Hit them where they harm us, in their pocketbooks. Above all, do not resort to violence or destruction tactics. Although this gets media and outside attention, it does not engender the type of serious attention we, as POWs, want or need because we need to retain legitimacy for our cause.
As was plainly pointed out by an old convict back in the 70s in Texas: "Them guards can only do to us what we let em do."
I want to send a fraternal embrace to everyone. I am writing from the Pelican Bay Security Housing Unit (SHU). I write this letter in response to some stepped up repression that seems to have increased here starting last year in 2009. It is important to understand when these restrictions occur so as to see more broadly if such occurrences are random or a wider campaign. I have within the last year had "returned to sender" eight pieces of mail from MIM(Prisons). I was never notified from the prison, and I had no idea of these returns or rejections until MIM(Prisons) notified me of these refusals. I reach out to highlight this situation, this tragedy that is occurring to me so that these lessons may be used by a receptive ear, worked with in some way, and possibly overcome in the future.
Censorship exists, not censorship of some technological weapons or some type of recipe for a plague of sorts but censorship of ideas, banning of political theory that is not compliant with the state norm.
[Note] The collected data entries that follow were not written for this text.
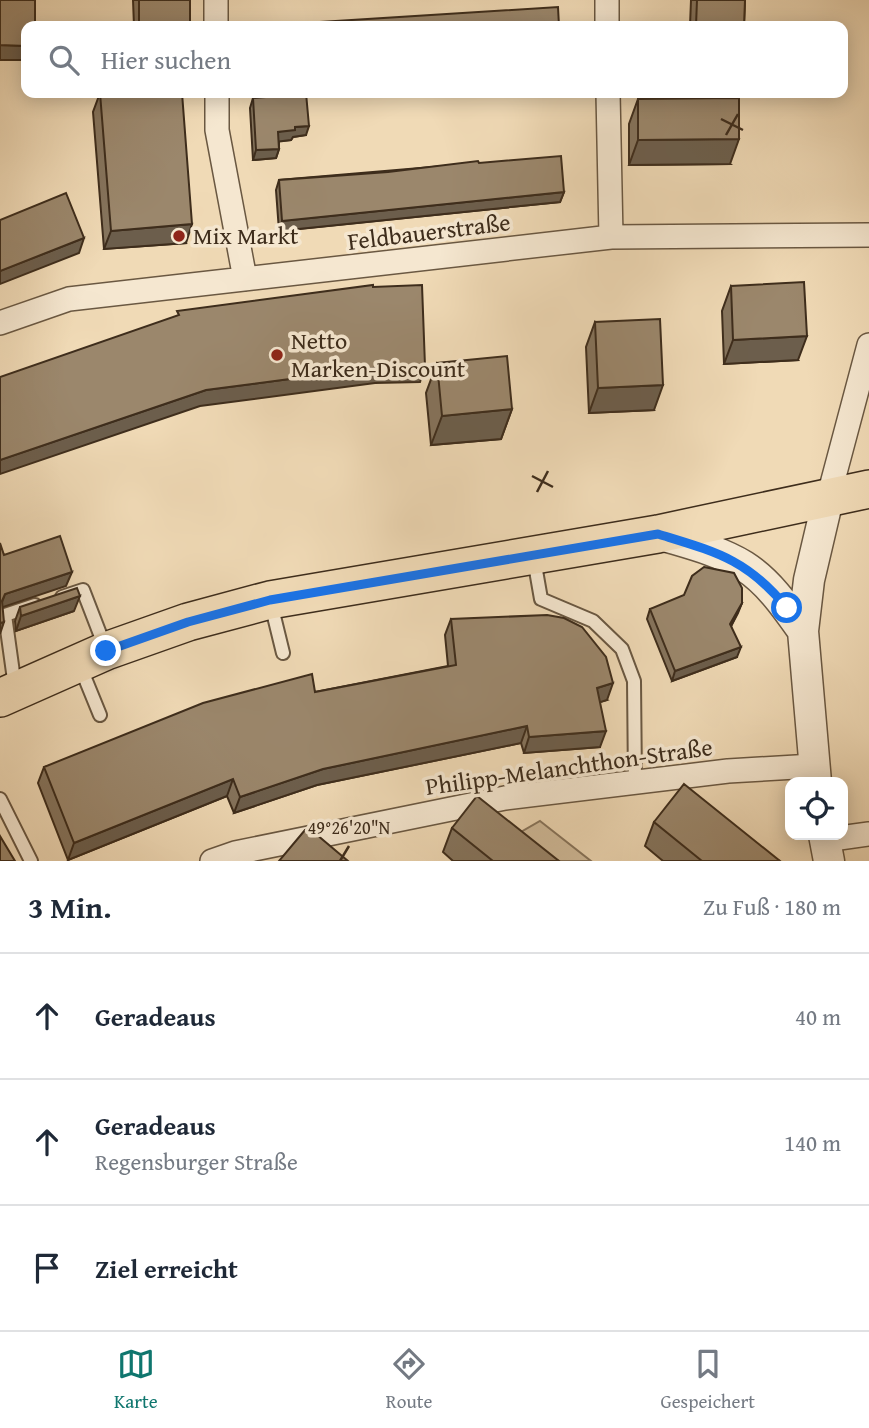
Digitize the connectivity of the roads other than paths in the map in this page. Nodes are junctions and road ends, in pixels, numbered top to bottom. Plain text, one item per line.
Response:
1 (216, 0) edge
2 (607, 0) edge
3 (216, 21) edge
4 (607, 21) edge
5 (217, 98) edge
6 (608, 98) edge
7 (869, 235) edge
8 (611, 237) junction
9 (245, 279) junction
10 (0, 323) edge
11 (869, 345) edge
12 (869, 489) edge
13 (828, 499) junction
14 (658, 534) junction
15 (534, 555) junction
16 (270, 600) junction
17 (803, 631) junction
18 (283, 653) dead end
19 (92, 657) junction
20 (8, 694) edge
21 (100, 715) dead end
22 (814, 774) edge
23 (635, 782) junction
24 (0, 799) edge
25 (869, 834) edge
26 (826, 845) edge
27 (31, 861) edge
28 (212, 861) edge

1 - 3 street
2 - 4 street
5 - 9 street
6 - 8 street
7 - 8 street, Feldbauerstraße
8 - 9 street, Feldbauerstraße
9 - 10 street, Feldbauerstraße
11 - 13 street
12 - 13 main road
13 - 14 main road
13 - 17 street
14 - 15 main road
14 - 17 street
15 - 16 main road
15 - 23 lane
16 - 18 lane
16 - 19 main road
17 - 22 street
19 - 20 main road
19 - 20 lane
19 - 21 lane
22 - 23 street, Philipp-Melanchthon-Straße
23 - 28 street, Philipp-Melanchthon-Straße
24 - 27 lane
25 - 26 street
I have always taken on legal battles, jailhouse lawyer activities, anything to right a wrong and resist an injustice system that was built on the land of my ancestors. For this prison resistance I am rewarded by the state with an aggressive push to keep excellent political theory from reaching me, from comrades being able to send a letter of encouragement or perhaps a book on political science.
I was receiving literature and Maoist books from MIM for several years while on the "mainline" general population and I delved into those works so many times that even though I am currently subjected to censorship of political correspondence from MIM(Prisons) I have a strong understanding of the society we live in and the need for political power. It is situations like what I am currently undergoing that really drive home the need to liberate oppressed nations. Here in the SHU, Raza cannot even learn or read about their ancient pre-Columbian languages as the state says this is gang related. Now political science, the ability to theorize and have ideas of a society outside of what currently exists, is denied us.
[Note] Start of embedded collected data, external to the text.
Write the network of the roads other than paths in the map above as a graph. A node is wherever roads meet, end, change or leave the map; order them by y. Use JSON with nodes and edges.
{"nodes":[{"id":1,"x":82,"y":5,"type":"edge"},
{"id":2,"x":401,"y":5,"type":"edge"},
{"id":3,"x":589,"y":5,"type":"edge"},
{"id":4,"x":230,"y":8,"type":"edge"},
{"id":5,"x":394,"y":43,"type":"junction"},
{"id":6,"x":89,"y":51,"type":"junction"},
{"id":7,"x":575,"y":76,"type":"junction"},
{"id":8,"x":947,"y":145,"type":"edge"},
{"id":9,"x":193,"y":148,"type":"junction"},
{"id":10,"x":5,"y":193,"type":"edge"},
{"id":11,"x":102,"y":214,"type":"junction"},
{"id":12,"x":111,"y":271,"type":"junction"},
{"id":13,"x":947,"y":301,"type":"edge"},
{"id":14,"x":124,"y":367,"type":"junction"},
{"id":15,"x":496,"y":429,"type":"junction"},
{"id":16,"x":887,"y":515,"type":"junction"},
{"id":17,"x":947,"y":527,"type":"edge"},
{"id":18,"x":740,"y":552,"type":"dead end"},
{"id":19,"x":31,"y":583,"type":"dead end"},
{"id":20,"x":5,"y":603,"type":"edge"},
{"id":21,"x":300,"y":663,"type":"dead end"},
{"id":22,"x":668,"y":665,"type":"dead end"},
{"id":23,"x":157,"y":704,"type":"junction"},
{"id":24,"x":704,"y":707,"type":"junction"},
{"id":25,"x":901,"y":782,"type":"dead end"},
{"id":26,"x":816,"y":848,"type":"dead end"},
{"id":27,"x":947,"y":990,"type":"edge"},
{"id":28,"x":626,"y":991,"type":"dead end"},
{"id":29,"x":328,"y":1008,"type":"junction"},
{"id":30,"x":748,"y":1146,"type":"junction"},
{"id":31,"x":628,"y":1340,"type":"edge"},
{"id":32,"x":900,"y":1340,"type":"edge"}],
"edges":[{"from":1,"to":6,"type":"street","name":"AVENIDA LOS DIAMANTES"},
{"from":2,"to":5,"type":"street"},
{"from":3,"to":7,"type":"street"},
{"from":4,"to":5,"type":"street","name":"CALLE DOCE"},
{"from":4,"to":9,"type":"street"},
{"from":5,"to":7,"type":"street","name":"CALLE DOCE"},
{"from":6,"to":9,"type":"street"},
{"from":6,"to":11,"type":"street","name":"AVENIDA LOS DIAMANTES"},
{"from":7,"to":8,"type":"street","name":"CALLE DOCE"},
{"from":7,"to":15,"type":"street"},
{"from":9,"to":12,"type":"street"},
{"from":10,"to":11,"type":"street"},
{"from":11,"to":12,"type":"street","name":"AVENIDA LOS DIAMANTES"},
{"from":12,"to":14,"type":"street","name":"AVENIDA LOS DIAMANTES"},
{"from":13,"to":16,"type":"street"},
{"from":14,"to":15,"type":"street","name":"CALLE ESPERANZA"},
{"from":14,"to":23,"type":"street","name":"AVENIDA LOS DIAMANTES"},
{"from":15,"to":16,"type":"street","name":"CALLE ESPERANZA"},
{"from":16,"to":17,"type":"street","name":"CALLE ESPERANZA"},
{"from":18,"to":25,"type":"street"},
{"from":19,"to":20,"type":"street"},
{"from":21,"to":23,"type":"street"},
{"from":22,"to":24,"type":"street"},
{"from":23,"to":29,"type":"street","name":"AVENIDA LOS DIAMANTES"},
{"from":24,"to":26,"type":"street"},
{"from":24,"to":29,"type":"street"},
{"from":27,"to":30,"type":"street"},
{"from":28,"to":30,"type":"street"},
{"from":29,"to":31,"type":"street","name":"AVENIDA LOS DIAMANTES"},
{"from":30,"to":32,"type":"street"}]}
Occupation is done on many levels all over the world. In some countries occupation may be more subtle but if you look close enough the similarities are there. When the Japanese occupied Korea after the war the Korean language was banned; the Korean people could only speak Japanese. All Korean history and political literature outside Japanese imperialism was censored. We must learn from history; not just our specific history of our particular country of origin. A study of all histories will show that what is occurring here has occurred many times.
The situation in California prisons in particular should be noted and learned from; the censorship we are experiencing has been employed in years past. This targeting of political organizations has been seen and felt on many levels, but today's censorship comes at historic times. It is because contemporary ideas and revolutionary theory in general and Marxism-Leninism-Maoism in particular is essential for future struggles and because of the current "awakening" of oppressed nations people in prisons that CDCR has begun a program of censorship particularly in its control units, i.e. SHUs where it is no coincidence that the most politically advanced are held captive. Getting the independent press, such as ULK, in the hands of the imprisoned masses is of extreme importance.
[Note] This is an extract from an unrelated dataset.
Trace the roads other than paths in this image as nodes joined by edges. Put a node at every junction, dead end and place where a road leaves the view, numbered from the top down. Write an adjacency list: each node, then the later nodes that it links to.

The people are fighting to educate the political prisoners, uplift the consciousness of prisoners, and bring politics to the prison houses nationwide, and build the prison base for revolution. At the same time the ruling class sees the 2+ million potentially revolutionary prisoners behind bars and knows that every prisoner who takes up the struggle for a better society is another addition to resist their program. They understand that prisoners in general are becoming radicalized yet they know they can't shut down all so called "freedom of the press," so they spend their time and resources on what they feel are their prime target group or persons of influence which are what they label the people held in control units. By doing so they are basically isolating these comrades from correspondence, political literature or study material of any sort, even of basic contact with comrades on the outside.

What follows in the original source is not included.